> **What you have to do**
Your answer should be one number, the count of lines in the data that hold "红岭中路".

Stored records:
====
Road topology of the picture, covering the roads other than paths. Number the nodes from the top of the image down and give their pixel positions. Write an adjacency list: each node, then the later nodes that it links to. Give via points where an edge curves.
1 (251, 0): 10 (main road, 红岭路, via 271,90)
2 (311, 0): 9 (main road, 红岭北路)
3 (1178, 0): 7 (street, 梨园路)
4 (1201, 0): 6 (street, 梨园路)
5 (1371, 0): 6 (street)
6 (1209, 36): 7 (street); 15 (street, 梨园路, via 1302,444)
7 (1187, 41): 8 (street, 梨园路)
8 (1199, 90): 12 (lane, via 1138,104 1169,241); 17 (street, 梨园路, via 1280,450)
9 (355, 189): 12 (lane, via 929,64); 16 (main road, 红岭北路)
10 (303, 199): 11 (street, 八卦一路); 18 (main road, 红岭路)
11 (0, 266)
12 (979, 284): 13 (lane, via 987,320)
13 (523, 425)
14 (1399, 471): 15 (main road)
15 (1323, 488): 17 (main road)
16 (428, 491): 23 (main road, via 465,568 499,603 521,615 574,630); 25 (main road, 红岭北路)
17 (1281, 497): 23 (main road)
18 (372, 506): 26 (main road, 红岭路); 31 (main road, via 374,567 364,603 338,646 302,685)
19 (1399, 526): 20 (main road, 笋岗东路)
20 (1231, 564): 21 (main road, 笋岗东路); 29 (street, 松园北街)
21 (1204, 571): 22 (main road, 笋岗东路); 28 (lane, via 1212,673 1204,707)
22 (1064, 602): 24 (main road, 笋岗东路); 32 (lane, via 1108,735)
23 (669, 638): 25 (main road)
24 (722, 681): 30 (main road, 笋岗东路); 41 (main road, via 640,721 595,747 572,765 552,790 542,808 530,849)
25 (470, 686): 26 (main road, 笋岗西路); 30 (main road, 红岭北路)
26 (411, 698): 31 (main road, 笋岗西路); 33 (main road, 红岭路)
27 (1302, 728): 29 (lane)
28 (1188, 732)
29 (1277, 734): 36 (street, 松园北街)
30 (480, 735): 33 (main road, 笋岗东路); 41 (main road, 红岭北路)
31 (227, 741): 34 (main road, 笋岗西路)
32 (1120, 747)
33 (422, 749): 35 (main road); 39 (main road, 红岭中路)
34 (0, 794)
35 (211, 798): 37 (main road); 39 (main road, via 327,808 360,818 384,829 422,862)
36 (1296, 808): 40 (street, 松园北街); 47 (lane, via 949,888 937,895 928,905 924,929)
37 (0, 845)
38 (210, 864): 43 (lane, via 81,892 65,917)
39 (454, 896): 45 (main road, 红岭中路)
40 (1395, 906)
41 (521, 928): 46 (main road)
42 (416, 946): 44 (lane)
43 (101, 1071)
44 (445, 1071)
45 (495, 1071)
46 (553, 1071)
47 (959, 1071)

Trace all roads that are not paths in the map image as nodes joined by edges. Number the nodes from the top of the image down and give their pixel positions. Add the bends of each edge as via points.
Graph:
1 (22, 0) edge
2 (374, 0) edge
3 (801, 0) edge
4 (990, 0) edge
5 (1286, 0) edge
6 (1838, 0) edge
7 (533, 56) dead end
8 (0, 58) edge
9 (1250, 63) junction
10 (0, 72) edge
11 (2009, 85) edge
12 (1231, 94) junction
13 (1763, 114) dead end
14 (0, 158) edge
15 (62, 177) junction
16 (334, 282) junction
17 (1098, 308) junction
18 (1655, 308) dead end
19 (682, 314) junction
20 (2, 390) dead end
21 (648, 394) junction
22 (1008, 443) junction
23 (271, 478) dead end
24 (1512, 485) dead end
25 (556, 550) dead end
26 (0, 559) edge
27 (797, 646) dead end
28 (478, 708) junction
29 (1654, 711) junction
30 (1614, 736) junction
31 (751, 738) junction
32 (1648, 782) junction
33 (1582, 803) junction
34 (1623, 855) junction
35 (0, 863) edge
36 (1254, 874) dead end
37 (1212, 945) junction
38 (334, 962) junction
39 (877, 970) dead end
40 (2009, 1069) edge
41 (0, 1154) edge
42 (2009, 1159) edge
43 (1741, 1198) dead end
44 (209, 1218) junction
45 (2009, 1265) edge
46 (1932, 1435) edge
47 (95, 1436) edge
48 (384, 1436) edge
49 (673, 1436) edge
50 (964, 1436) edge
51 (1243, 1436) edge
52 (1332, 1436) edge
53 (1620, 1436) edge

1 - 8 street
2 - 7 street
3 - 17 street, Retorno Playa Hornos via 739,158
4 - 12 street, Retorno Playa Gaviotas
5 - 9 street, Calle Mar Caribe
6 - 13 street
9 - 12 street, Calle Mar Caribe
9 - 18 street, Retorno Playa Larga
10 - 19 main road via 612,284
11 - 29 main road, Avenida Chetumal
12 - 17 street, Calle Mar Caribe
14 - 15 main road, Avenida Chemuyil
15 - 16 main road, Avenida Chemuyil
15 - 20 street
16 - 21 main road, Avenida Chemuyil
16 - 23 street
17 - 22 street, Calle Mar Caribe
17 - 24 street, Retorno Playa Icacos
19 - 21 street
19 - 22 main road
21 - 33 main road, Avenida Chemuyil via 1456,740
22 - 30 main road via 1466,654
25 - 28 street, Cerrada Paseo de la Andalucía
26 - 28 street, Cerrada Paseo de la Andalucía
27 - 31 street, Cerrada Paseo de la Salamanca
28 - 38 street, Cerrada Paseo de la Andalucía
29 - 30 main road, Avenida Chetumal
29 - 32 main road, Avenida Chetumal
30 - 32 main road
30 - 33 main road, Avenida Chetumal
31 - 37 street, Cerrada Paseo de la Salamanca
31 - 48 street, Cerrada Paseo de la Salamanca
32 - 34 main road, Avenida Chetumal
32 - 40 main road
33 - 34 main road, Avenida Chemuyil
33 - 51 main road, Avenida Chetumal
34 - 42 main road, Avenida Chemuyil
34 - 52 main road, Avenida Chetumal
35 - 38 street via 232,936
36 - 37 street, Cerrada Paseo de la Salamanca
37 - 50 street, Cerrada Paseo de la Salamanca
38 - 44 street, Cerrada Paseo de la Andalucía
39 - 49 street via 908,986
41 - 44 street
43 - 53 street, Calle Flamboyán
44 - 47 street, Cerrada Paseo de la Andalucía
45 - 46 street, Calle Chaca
====
> **Response to this exercise**
2